(Bloomberg) -- Tether Holdings Ltd. is taking steps to become one of the world’s top Bitcoin miners, as the $87 billion stablecoin operator makes a hefty investment in the already highly competitive sector.

The company plans to spend about half a billion dollars over the next six months, its incoming chief executive Paolo Ardoino said in an interview, both through constructing its own mining facilities and by taking stakes in other companies. 

That investment includes part of a $610 million credit facility that Tether had extended to publicly-traded Bitcoin mining company Northern Data AG this month, after acquiring shares in the Frankfurt-based firm in September. 

“We are committed to being part of the Bitcoin mining ecosystem,” Ardoino said. “When it comes to the expansions, building new substations and new sites, we are taking them extremely seriously.” 

The venture marks a departure from Tether’s main business: running the USDT stablecoin, a cryptocurrency that aims to keep a one-to-one value with the dollar by relying on a reserve of mainly cash and cash-equivalent assets. The entrance of a company with such deep pockets could serve to shake up the competition for the cryptocurrency’s finite token supply, as well as provide another avenue for Tether to diversify where its profits come from.

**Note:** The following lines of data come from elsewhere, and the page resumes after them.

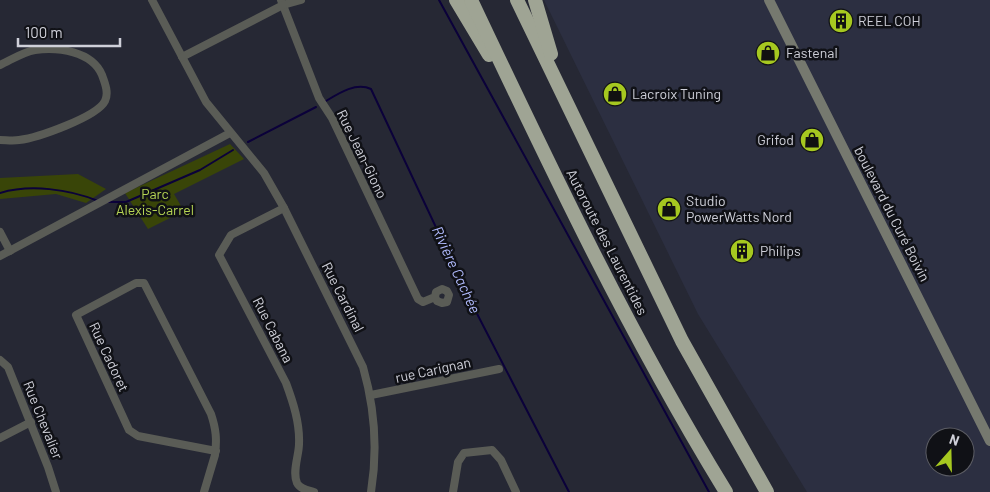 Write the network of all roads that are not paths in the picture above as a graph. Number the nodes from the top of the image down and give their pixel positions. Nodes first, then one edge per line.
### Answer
1 (152, 0) edge
2 (301, 0) edge
3 (456, 0) edge
4 (471, 0) edge
5 (517, 0) edge
6 (535, 0) edge
7 (769, 0) edge
8 (282, 2) edge
9 (182, 57) junction
10 (0, 65) edge
11 (562, 94) junction
12 (523, 107) junction
13 (230, 133) junction
14 (0, 140) edge
15 (284, 208) junction
16 (0, 232) edge
17 (10, 251) junction
18 (0, 256) edge
19 (434, 297) dead end
20 (0, 360) edge
21 (499, 369) dead end
22 (371, 395) junction
23 (31, 422) junction
24 (0, 438) edge
25 (990, 441) edge
26 (216, 451) junction
27 (56, 492) edge
28 (204, 492) edge
29 (314, 492) edge
30 (371, 492) edge
31 (453, 492) edge
32 (516, 492) edge
33 (726, 492) edge
34 (767, 492) edge

1 - 9 street, Rue Cardinal
2 - 8 street
3 - 12 highway
4 - 12 highway, Autoroute des Laurentides
5 - 11 highway, Autoroute des Laurentides
6 - 11 highway
7 - 25 street, boulevard du Curé Boivin
8 - 9 street
8 - 19 street, Rue Jean-Giono
9 - 13 street, Rue Cardinal
10 - 14 street
11 - 34 highway, Autoroute des Laurentides
12 - 33 highway, Autoroute des Laurentides
13 - 15 street, Rue Cardinal
13 - 17 street
15 - 22 street, Rue Cardinal
15 - 29 street, Rue Cabana
16 - 17 street
17 - 18 street
20 - 23 street, Rue Chevalier
21 - 22 street, rue Carignan
22 - 30 street, Rue Cardinal
23 - 24 street
23 - 27 street, Rue Chevalier
26 - 26 street, Rue Cadoret
26 - 28 street, Rue Cadoret
31 - 32 street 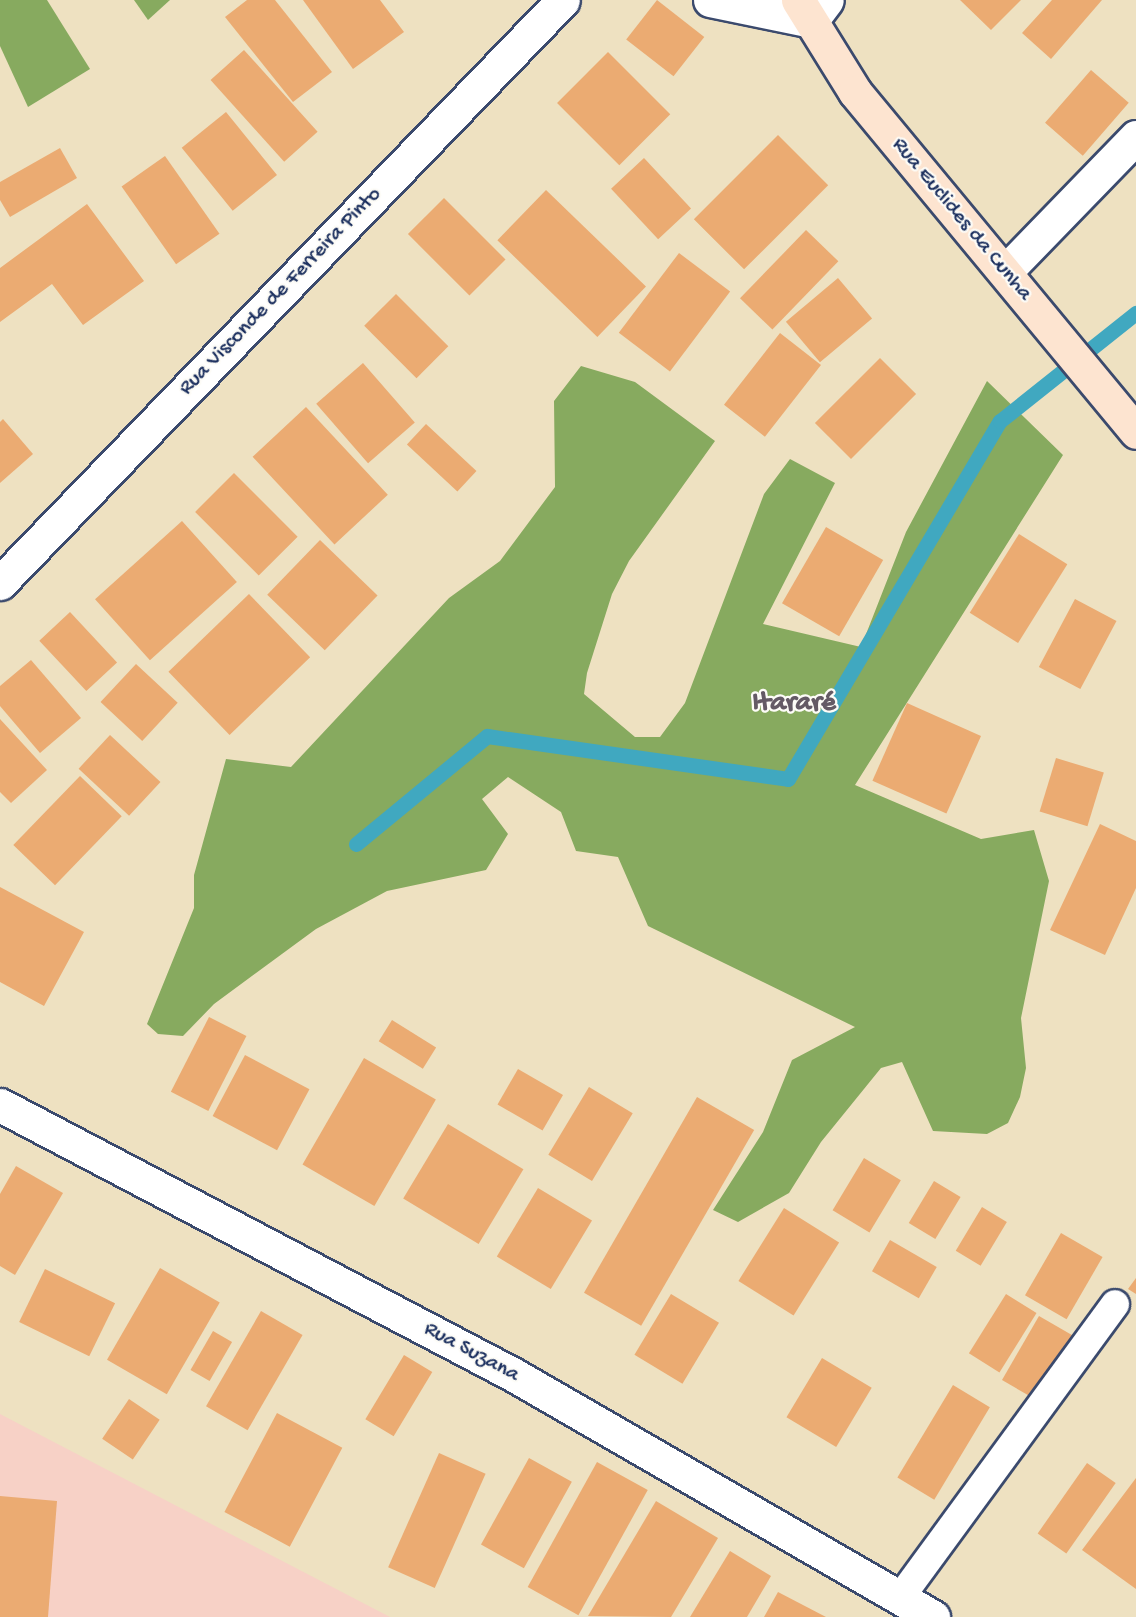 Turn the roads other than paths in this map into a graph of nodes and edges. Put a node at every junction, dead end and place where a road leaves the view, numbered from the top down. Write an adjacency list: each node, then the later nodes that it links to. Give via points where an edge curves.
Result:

Tether makes money from managing the hoard of US Treasury bills and other assets in USDT’s $87 billion reserve, amassing a pile of around $3.2 billion in excess cash as of Sept. 30. It’s already used some of its profits to invest more than $800 million this year in a variety of industry research-related fields, according to a quarterly attestation of its books published on Oct. 31, including Bitcoin.

Read: Tether’s Frontman Inherits Crypto’s $84 Billion Behemoth

Mining is an energy-intensive process that’s used to validate transactions on Bitcoin’s underlying blockchain, gifting miners new tokens in return for the upfront cost of running the network. Mining companies use tens of thousands of specialized computers to make sure transactions happen, and have raised billions from lenders or the stock market to fund their activities.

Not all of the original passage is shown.